[TRY IT]:
Search the data for the word "Right" and copy each line that has it.

[DATA RECORDS]:

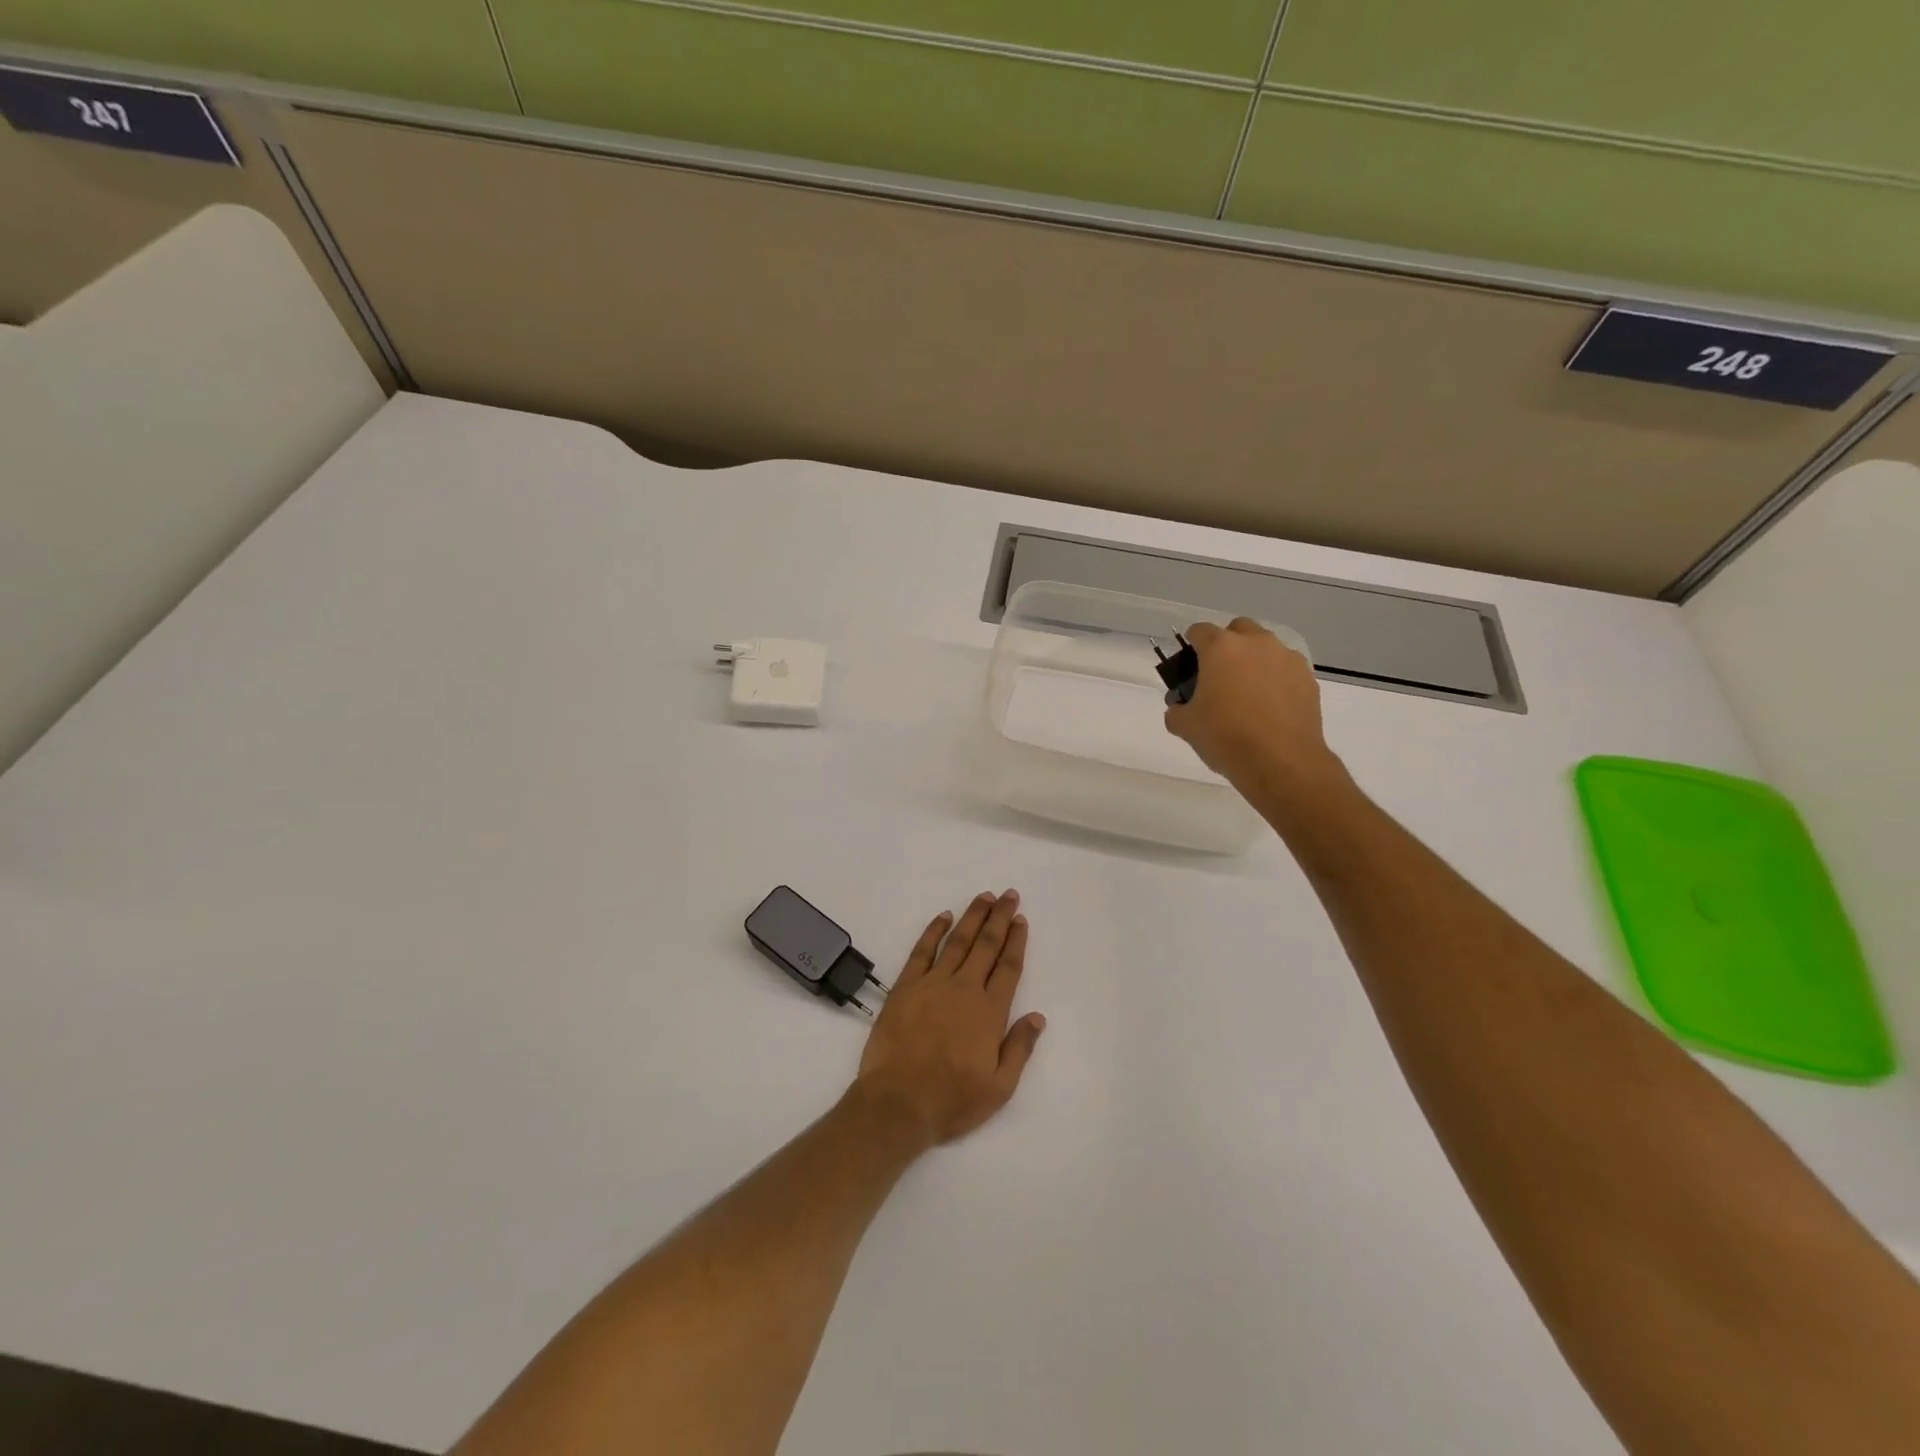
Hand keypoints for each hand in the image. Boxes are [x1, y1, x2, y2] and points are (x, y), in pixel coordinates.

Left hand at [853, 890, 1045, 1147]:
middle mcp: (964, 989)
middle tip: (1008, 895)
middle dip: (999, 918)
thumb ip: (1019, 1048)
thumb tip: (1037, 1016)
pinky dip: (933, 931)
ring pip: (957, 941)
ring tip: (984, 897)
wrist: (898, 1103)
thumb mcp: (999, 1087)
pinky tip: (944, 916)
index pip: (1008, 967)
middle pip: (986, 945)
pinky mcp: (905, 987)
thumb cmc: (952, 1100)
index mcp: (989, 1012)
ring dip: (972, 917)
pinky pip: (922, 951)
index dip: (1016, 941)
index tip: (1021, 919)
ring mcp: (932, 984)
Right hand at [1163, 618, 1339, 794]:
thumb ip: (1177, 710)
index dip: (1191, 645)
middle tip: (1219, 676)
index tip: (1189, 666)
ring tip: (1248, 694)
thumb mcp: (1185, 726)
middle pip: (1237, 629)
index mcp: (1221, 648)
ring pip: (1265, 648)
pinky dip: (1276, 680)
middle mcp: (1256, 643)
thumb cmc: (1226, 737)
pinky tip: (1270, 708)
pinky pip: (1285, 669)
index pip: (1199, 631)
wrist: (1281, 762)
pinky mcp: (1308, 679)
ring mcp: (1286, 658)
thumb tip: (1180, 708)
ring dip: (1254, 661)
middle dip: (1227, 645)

--

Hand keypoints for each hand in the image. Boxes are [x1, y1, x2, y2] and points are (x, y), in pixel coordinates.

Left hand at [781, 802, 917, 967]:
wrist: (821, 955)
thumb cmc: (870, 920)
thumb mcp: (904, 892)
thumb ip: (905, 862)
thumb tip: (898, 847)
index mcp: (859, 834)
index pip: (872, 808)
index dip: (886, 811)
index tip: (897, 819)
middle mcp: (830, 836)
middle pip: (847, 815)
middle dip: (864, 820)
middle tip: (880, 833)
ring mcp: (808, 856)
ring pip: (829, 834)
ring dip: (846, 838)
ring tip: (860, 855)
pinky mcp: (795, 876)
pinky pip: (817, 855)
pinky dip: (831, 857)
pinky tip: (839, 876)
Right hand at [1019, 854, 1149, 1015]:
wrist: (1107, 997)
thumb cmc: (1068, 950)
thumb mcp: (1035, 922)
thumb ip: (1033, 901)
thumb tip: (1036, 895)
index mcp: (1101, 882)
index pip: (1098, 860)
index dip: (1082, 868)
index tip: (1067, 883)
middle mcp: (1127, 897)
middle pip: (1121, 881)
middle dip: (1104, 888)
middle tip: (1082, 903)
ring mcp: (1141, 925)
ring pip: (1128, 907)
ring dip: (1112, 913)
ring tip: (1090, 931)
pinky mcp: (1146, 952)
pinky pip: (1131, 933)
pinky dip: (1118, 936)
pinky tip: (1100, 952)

...

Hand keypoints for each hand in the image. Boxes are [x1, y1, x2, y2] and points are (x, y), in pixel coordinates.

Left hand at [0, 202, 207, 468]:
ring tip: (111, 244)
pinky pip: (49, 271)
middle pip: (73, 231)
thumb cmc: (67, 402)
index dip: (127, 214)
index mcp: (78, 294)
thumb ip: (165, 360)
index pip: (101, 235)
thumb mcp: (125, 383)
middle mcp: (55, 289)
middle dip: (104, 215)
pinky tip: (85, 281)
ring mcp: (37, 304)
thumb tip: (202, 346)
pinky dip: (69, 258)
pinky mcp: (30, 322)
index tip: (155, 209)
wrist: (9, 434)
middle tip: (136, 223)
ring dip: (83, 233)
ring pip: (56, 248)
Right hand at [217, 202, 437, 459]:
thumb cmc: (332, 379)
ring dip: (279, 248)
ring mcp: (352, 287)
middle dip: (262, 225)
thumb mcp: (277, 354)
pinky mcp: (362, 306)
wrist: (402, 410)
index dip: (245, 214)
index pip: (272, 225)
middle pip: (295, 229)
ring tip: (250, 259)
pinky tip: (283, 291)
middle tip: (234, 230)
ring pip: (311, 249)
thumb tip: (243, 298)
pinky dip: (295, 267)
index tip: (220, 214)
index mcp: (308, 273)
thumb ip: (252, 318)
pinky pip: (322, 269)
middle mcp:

[SOLVED EXERCISE]:
Right hand at [1163, 618, 1339, 794]:
Right hand at [1019, 854, 1149, 1015]:
Right hand at [217, 202, 437, 459]:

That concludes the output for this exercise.